Journal of curriculum and pedagogy | 2005
Alexandra Fidyk; Jason Wallin
Abstract The Daimon, The Scarebird and Haiku: Repeated Narrations is a discursive braiding of three texts surrounding the lived experience of embodiment. Read against and through one another, this manuscript is in part an experiment in textual disruption and derailed communication, inhabiting a liminal space teetering between recognition and the anxiety of crisis. The main body of this manuscript is haunted by multiple voices. The process of writing the main text of this manuscript is disclosed in italics, revealing in part the concepts and assumptions made by the authors prior to, and during the development of this work.
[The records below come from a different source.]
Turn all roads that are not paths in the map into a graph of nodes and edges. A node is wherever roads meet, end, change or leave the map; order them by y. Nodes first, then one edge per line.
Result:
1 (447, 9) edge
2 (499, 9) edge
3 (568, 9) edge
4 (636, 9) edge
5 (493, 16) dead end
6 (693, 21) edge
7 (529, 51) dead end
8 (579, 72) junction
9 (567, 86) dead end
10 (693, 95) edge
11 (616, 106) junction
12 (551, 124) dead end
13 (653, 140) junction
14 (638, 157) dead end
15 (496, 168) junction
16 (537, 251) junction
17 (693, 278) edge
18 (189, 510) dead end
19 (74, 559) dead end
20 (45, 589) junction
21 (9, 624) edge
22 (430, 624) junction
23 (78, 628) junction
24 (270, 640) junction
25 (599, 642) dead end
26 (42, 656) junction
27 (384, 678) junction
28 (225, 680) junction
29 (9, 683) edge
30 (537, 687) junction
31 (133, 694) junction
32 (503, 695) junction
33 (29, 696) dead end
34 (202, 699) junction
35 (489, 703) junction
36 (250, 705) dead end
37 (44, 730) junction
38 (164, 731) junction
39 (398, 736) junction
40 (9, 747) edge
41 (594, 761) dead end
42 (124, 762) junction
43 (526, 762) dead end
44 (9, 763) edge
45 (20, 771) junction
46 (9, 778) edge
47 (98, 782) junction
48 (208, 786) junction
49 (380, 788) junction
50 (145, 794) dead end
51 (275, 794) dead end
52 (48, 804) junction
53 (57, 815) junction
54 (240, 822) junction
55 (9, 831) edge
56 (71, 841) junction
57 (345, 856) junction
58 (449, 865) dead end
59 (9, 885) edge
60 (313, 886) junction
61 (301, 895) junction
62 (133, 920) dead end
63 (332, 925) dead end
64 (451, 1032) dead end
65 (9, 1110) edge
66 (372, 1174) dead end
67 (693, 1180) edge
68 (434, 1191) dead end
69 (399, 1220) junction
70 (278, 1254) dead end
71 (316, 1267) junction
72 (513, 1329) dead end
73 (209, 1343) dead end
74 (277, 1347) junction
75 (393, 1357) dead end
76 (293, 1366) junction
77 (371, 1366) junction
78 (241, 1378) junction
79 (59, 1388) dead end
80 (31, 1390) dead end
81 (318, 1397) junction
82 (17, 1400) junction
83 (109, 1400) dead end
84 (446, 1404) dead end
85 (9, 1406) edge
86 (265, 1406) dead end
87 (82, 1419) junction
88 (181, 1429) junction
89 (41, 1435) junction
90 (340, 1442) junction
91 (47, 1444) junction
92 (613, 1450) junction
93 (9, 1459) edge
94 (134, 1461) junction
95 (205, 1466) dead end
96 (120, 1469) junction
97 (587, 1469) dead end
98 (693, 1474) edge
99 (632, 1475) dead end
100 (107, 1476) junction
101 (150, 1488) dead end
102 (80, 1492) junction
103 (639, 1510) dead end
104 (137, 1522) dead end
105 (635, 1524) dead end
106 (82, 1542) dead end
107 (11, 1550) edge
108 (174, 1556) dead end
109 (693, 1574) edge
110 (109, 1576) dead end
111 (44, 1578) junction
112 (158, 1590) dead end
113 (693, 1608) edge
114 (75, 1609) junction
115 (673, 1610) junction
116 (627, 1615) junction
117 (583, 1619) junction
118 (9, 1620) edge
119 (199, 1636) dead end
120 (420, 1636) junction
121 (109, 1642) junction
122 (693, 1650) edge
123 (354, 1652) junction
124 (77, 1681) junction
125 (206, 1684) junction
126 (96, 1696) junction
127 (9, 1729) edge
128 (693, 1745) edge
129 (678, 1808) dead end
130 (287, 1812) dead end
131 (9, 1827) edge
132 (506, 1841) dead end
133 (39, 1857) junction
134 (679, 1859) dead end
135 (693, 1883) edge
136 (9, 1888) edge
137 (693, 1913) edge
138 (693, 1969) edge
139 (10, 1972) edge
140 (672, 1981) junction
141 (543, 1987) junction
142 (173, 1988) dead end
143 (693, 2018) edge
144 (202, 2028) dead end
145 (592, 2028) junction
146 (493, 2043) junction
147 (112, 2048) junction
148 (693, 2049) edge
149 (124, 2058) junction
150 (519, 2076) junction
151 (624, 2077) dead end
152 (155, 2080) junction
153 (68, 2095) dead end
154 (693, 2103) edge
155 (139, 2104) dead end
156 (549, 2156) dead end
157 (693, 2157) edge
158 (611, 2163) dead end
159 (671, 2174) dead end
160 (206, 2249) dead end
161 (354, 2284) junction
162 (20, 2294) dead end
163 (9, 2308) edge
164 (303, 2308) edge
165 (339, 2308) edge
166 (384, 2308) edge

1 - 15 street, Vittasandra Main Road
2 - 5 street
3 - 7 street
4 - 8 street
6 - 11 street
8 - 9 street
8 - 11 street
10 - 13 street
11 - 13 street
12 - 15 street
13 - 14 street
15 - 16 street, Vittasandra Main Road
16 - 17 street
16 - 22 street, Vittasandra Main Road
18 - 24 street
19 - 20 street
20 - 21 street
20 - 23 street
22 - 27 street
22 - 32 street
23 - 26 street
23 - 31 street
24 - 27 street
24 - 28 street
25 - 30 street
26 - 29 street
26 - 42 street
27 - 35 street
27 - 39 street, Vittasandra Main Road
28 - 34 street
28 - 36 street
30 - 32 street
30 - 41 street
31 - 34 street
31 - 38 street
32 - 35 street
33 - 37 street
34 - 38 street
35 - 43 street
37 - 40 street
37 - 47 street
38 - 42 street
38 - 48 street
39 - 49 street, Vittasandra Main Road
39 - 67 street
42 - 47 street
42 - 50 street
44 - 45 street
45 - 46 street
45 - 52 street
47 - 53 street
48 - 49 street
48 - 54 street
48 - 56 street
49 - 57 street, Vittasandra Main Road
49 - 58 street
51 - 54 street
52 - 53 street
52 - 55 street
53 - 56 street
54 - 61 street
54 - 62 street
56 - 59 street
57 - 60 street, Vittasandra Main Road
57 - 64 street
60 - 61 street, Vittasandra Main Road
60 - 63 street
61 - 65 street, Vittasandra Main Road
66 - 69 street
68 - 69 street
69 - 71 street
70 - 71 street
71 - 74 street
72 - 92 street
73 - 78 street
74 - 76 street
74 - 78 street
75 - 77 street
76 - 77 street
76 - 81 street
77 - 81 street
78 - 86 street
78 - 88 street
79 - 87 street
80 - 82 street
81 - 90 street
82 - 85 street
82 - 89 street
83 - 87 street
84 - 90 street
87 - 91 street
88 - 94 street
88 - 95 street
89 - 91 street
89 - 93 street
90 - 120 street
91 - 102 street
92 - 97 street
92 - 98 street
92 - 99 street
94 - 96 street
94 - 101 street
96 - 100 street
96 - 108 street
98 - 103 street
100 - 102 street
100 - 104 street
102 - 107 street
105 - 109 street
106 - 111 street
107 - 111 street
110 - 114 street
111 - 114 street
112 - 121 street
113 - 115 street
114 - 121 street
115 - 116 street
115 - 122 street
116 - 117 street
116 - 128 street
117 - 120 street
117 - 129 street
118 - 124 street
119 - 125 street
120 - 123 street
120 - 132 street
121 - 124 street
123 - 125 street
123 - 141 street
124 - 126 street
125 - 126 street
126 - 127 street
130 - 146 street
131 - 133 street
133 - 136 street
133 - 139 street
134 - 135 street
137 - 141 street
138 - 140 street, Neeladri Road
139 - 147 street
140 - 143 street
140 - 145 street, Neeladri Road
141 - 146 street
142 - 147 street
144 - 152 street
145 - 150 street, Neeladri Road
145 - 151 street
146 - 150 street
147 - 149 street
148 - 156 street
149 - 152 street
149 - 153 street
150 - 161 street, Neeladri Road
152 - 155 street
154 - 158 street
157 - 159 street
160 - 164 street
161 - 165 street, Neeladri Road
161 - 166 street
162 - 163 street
The notes and thoughts of the authors during the writing of this manuscript appear in bold and point toward the inner difficulties and contested spaces of this work. As a reflexive methodology, The Daimon, The Scarebird and Haiku: Repeated Narrations might be read as an attempt at coauthoring which, while recognizing the familial, disrupts its own attempt at meaning-making. While we are aware of the difficulty this might pose for the reader, we attempt to maintain the space for interpretive possibility throughout this manuscript. This requires a certain hospitality toward interruptions, repetition, and silence. As pedagogues, we are charged with a similar task in encouraging the voice of students meaningfully, upon curriculum. In this vein, we attempt to engage the reader, as writer, in the braiding of our experiences, and seek to comeditate on the slippages and breaks inherent to the project of making meaning.